Como a Endeavor tem ajudado nos processos da empresa?
Quang - Ela ajuda a mudar meu modelo mental. Eu tenho um jeito de pensar e a Endeavor tem outro. Outra coisa é que a Endeavor nos ajuda demais com a rede de relacionamento. Além disso, eles me ajudaram a cuidar da gestão. A empresa cresceu e eu percebi que tem algumas coisas que não estão do jeito que eu gostaria. Quero trabalhar bastante para organizar e manter os parâmetros para ter um crescimento muito mais forte ano que vem.

Alguns aspectos da cultura vietnamita o ajudaram?
Quang - A cultura me ajudou mais em relação ao trabalho. O vietnamita valoriza bastante a educação e o estudo e ninguém quer ser rotulado de rico burro. E, por isso, eu fui fazer o curso de Administração no Mackenzie. Daqui a uns 10 anos, eu gostaria de fazer um mestrado, um doutorado. Eu gosto muito de pesquisa e posso varar a madrugada lendo. Eu fiz um dicionário português-vietnamita com mais de 25.000 verbetes e foram mais de 800 horas de trabalho, quase 1 ano.

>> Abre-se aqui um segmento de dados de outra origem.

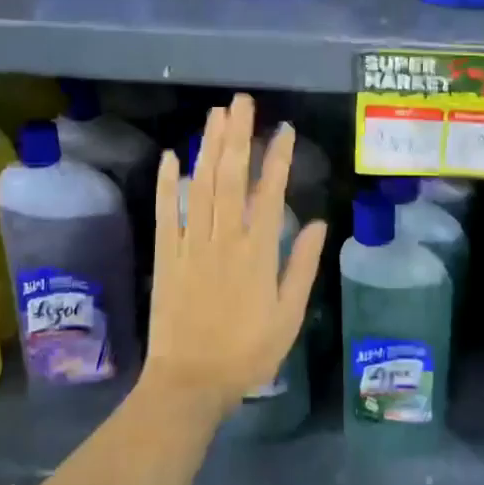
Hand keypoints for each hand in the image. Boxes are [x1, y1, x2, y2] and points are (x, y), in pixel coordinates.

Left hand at [145, 94, 326, 412]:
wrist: (190, 382)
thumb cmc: (247, 352)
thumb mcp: (288, 315)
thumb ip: (301, 266)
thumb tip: (317, 223)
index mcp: (257, 252)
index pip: (269, 192)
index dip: (277, 158)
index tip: (284, 129)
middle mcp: (223, 238)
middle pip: (230, 177)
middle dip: (237, 136)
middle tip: (242, 102)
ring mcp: (190, 244)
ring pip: (201, 186)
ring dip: (208, 147)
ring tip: (216, 115)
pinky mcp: (166, 256)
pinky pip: (166, 213)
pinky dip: (167, 183)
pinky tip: (171, 156)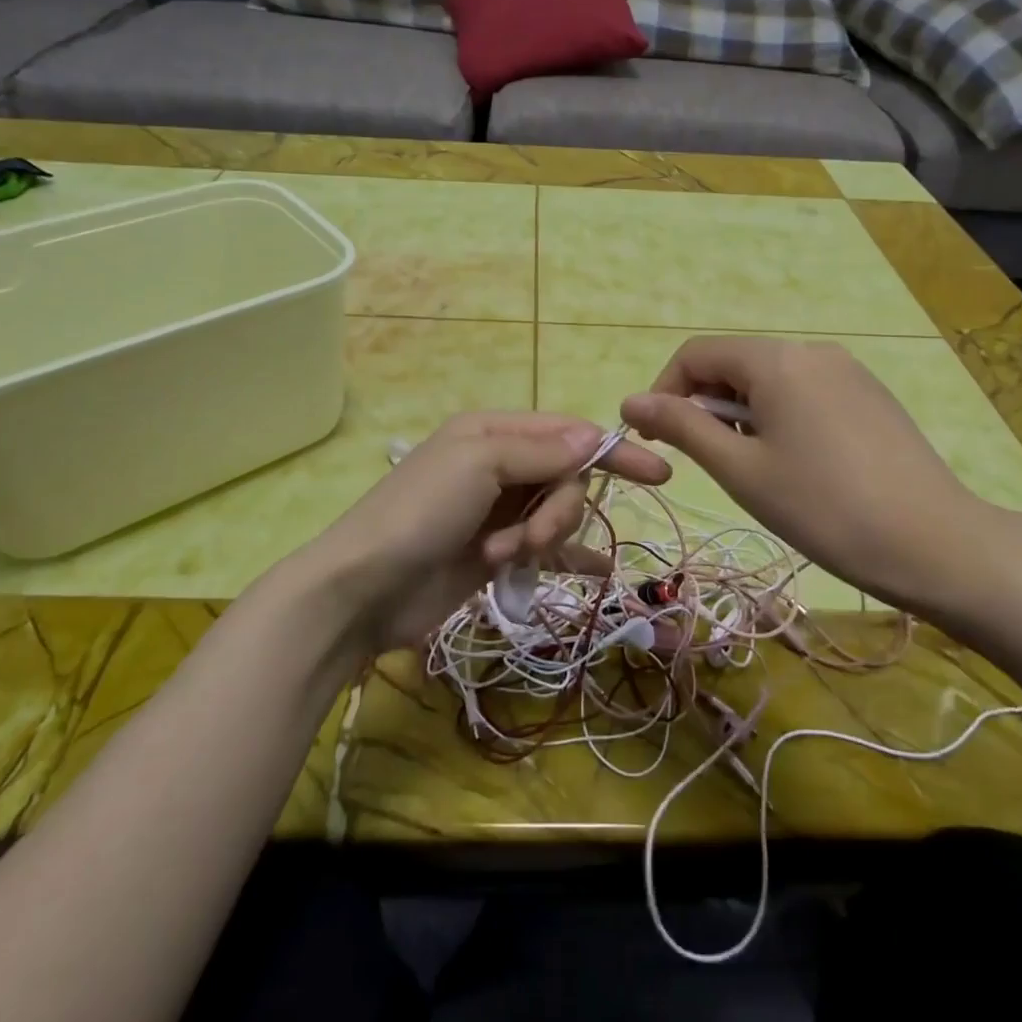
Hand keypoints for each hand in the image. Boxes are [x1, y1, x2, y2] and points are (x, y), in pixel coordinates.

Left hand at [296, 412, 670, 653]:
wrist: (363, 588)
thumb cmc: (420, 512)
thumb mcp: (480, 464)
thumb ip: (542, 451)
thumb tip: (594, 435)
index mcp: (493, 433)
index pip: (567, 433)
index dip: (611, 451)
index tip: (658, 473)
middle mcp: (498, 466)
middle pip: (565, 477)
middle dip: (558, 508)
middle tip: (529, 538)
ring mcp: (497, 512)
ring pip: (556, 513)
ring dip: (542, 537)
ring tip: (505, 558)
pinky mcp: (494, 553)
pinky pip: (545, 549)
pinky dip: (567, 557)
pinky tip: (597, 573)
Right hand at [620, 336, 988, 614]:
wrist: (936, 544)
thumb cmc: (823, 508)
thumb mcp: (740, 469)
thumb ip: (681, 427)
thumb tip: (629, 402)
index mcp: (776, 359)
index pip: (696, 354)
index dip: (664, 392)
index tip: (657, 442)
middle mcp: (811, 350)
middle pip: (734, 364)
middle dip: (706, 406)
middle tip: (711, 463)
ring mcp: (847, 370)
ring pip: (769, 379)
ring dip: (742, 414)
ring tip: (756, 470)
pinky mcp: (870, 394)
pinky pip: (804, 391)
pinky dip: (780, 417)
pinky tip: (799, 465)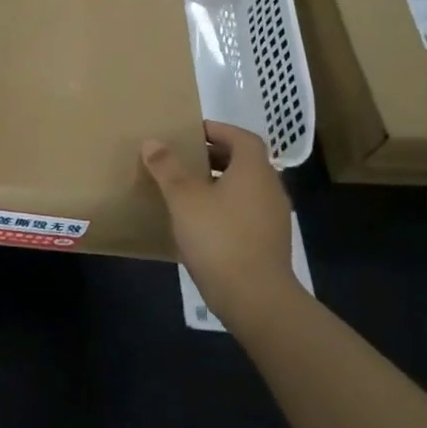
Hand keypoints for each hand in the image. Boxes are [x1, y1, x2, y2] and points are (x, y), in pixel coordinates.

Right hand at [142, 121, 296, 323]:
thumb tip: (152, 141)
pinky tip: (201, 222)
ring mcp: (273, 218)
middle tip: (185, 159)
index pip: (242, 137)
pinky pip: (246, 212)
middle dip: (215, 156)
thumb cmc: (219, 237)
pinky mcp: (269, 242)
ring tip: (188, 190)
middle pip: (245, 162)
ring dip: (220, 183)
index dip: (218, 130)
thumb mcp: (184, 198)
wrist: (255, 297)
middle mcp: (270, 188)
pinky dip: (226, 207)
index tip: (192, 133)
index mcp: (254, 170)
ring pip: (246, 188)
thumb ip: (167, 167)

Quais são as principais preocupações socioambientais da Góoc?
Quang - Nós temos uma preocupação que vai além do socioambiental. Nossa empresa pode ser considerada eco-cultural. A idéia de reutilizar pneus e lonas vulcanizadas partiu de um costume das pessoas durante a Guerra do Vietnã. A falta de recursos fez com que as pessoas começassem a produzir seus próprios sapatos e roupas a partir desses materiais. Além disso, o Vietnã é um país muito pobre e as pessoas usam a criatividade para driblar a falta de recursos. E eu trouxe esse conceito ao Brasil. Pra mim, o mais importante é essa criatividade e, como conseqüência, a preocupação ambiental.

Quais são os planos futuros da empresa?
Quang - A primeira coisa agora é estabilizar a empresa para que ela possa crescer de maneira mais sustentável. E espero que, com ajuda da Endeavor, capacitar alguém para ajudar na administração da empresa. Assim, terei chance de continuar meus estudos e fazer as pesquisas que eu tanto quero.